We here conducted a systematic review and meta-analysis to summarize the currently available clinical and epidemiologic evidence on the association of anesthesia/surgery with neurodevelopmental outcomes in children by searching PubMed, EMBASE, and Web of Science database (from January-1 2000 to February-1, 2013). The evaluation of neurodevelopment includes language and learning disabilities, cognition, behavioral development, and academic performance. Both retrospective and prospective studies were included. Data were abstracted from seven eligible studies. We estimated the synthesized hazard ratios (HR) and 95% confidence interval (CI) according to inter-study heterogeneity.
The pooled HR for the association of anesthesia/surgery with an adverse behavioral or developmental outcome was 1.25 (95% CI, 1.13-1.38, P<0.001; random-effects model) in children undergoing the first anesthesia before the age of 4-year. Then we analyzed the factors for this association using meta-regression method. It showed that it was the number of times of exposure (HR = 1.75, 95% CI 1.31-2.33; P<0.001) rather than the time at exposure before 4-year (HR = 1.08, 95% CI 0.87-1.34 for the effect of per 1-year early exposure; P = 0.47) is a risk factor for neurodevelopmental impairment.
The current clinical evidence suggests modestly elevated risk of adverse neurodevelopmental outcomes in children who were exposed to anesthesia/surgery during early childhood, especially for those with multiple times of exposure. Due to limitation of retrospective studies, prospective investigations are needed to determine whether anesthesia/surgery is causative.
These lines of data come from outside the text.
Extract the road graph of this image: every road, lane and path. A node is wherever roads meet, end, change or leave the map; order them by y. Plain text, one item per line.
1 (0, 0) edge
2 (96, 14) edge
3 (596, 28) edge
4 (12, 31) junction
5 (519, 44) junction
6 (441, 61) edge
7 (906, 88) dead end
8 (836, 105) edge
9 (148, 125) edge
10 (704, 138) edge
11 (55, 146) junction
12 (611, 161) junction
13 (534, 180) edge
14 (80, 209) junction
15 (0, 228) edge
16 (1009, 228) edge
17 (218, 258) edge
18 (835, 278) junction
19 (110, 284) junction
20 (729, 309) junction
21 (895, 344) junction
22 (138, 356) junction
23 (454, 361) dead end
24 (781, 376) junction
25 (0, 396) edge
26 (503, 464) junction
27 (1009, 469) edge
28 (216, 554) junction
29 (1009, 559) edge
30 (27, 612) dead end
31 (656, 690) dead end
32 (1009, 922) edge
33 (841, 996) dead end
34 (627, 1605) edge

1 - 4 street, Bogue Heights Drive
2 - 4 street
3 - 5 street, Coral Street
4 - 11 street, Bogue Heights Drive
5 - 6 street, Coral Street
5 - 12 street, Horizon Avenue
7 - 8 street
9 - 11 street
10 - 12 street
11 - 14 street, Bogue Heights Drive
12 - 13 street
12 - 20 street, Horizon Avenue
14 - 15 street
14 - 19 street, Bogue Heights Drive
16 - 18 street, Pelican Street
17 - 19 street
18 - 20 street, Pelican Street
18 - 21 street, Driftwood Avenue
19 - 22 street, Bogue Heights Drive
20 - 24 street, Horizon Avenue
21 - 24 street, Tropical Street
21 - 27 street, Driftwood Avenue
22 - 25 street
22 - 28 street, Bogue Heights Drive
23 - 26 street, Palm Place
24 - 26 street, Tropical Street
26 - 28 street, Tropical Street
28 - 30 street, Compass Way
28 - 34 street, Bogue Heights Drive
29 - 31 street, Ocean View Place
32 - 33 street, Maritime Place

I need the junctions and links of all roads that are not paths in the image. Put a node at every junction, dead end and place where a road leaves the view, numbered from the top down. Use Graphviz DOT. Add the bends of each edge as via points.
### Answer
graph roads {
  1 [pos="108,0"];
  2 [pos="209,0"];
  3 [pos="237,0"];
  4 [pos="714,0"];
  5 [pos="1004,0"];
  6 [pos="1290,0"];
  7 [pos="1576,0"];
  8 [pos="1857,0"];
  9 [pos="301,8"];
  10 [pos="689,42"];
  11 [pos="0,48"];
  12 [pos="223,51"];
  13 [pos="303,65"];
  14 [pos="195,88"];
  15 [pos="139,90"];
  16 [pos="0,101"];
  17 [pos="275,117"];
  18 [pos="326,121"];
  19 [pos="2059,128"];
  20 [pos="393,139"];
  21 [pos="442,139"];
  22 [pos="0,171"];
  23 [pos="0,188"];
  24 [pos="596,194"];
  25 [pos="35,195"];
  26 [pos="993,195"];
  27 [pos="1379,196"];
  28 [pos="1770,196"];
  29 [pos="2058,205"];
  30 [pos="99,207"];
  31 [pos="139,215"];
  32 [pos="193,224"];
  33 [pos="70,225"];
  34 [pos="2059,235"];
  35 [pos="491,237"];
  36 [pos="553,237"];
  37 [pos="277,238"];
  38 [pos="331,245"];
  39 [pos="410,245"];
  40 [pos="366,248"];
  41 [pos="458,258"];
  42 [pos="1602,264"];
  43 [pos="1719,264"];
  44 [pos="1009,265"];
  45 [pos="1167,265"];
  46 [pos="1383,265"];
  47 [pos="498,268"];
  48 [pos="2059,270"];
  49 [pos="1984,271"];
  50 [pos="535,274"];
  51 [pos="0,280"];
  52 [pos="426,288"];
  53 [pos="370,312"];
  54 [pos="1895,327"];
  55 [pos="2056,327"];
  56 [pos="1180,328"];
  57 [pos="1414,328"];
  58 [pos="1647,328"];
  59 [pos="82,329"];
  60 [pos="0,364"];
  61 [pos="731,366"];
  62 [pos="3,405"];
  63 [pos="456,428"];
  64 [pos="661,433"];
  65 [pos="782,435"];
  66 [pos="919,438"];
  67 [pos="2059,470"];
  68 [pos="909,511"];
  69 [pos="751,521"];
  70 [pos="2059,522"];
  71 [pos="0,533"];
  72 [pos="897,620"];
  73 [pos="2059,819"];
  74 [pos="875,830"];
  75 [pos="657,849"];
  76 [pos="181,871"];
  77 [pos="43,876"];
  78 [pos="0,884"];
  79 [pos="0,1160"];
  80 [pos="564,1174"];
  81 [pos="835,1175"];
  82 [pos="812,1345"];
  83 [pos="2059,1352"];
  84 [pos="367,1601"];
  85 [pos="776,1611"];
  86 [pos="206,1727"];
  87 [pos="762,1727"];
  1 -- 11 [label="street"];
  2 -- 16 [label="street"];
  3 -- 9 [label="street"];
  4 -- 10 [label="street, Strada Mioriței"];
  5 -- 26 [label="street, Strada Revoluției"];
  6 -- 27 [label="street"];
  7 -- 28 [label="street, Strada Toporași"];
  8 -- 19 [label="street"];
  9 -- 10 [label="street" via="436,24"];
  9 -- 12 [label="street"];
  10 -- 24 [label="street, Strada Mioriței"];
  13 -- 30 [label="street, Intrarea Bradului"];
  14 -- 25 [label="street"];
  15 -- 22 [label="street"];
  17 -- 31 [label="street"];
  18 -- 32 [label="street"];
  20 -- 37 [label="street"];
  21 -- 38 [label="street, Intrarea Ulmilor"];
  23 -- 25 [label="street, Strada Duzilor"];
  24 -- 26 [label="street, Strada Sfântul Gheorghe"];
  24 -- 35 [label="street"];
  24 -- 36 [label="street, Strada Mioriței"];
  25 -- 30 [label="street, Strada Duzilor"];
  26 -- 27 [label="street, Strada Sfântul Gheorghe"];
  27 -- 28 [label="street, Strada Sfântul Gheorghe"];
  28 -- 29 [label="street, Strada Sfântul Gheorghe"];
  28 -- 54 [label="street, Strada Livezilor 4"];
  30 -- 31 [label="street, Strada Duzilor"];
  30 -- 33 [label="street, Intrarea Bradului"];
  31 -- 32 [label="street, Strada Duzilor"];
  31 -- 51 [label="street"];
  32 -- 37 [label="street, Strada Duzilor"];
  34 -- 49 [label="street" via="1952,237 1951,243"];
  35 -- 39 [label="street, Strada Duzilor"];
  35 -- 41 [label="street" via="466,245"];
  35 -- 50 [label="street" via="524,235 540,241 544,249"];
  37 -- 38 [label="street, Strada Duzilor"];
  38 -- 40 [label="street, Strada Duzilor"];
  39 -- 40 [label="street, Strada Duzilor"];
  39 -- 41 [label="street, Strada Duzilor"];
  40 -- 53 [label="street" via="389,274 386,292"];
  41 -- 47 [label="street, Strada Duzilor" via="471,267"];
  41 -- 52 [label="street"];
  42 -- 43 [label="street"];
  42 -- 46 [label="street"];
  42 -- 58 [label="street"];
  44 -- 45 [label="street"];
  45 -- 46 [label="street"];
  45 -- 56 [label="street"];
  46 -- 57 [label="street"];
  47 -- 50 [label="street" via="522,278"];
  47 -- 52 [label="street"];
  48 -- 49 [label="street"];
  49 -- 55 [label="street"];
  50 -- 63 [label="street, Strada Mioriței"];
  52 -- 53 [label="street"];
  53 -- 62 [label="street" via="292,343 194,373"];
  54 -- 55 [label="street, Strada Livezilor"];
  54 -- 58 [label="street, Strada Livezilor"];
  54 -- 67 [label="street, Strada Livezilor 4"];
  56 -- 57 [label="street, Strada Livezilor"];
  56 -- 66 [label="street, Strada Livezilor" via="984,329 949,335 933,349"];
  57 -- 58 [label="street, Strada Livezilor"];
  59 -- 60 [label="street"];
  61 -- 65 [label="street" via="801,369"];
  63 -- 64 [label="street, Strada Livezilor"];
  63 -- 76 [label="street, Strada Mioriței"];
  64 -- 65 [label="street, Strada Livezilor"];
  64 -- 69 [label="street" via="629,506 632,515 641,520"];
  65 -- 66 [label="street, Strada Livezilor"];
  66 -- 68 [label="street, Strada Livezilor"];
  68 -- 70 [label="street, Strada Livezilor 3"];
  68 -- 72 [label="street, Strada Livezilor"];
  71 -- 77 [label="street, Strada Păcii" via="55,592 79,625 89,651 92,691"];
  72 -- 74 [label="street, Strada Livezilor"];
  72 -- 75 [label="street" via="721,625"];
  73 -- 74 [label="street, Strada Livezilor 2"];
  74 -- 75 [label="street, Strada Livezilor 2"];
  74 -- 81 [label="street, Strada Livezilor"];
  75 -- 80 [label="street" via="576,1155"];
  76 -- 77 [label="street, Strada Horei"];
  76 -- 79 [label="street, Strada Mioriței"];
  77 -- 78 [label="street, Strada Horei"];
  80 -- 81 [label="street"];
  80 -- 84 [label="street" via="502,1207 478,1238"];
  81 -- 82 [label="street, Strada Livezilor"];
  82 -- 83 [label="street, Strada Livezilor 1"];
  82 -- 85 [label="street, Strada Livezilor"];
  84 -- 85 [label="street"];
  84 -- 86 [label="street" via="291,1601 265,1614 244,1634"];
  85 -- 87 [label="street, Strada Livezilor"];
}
已经开展了多项流行病学研究,以探讨麻醉对儿童神经发育的后期影响。然而,结果仍无定论。
我们通过检索PubMed、EMBASE和科学引文索引数据库(从2000年1月1日至2013年2月1日),进行了一项系统综述和荟萃分析,以总结目前关于麻醉/手术与儿童神经发育结局之间关联的临床和流行病学证据。神经发育评估包括语言和学习障碍、认知、行为发育和学业成绩。纳入了回顾性和前瞻性研究。数据从七项符合条件的研究中提取。我们根据研究间的异质性估计了综合风险比(HR)和95%置信区间(CI)。
在4岁前接受首次麻醉的儿童中,麻醉/手术与不良行为或发育结局之间关联的合并HR为1.25(95%CI,1.13 - 1.38,P<0.001;随机效应模型)。然后我们使用荟萃回归方法分析了这种关联的因素。结果显示,是暴露次数(HR = 1.75,95%CI 1.31 - 2.33;P<0.001)而非4岁前的暴露时间(每提前1年暴露的效应,HR = 1.08,95%CI 0.87 - 1.34;P = 0.47)是神经发育受损的危险因素。
目前的临床证据表明,幼儿期接受麻醉/手术的儿童出现不良神经发育结局的风险略有升高,尤其是那些接受多次暴露的儿童。由于回顾性研究的局限性,需要进行前瞻性调查以确定麻醉/手术是否具有因果关系。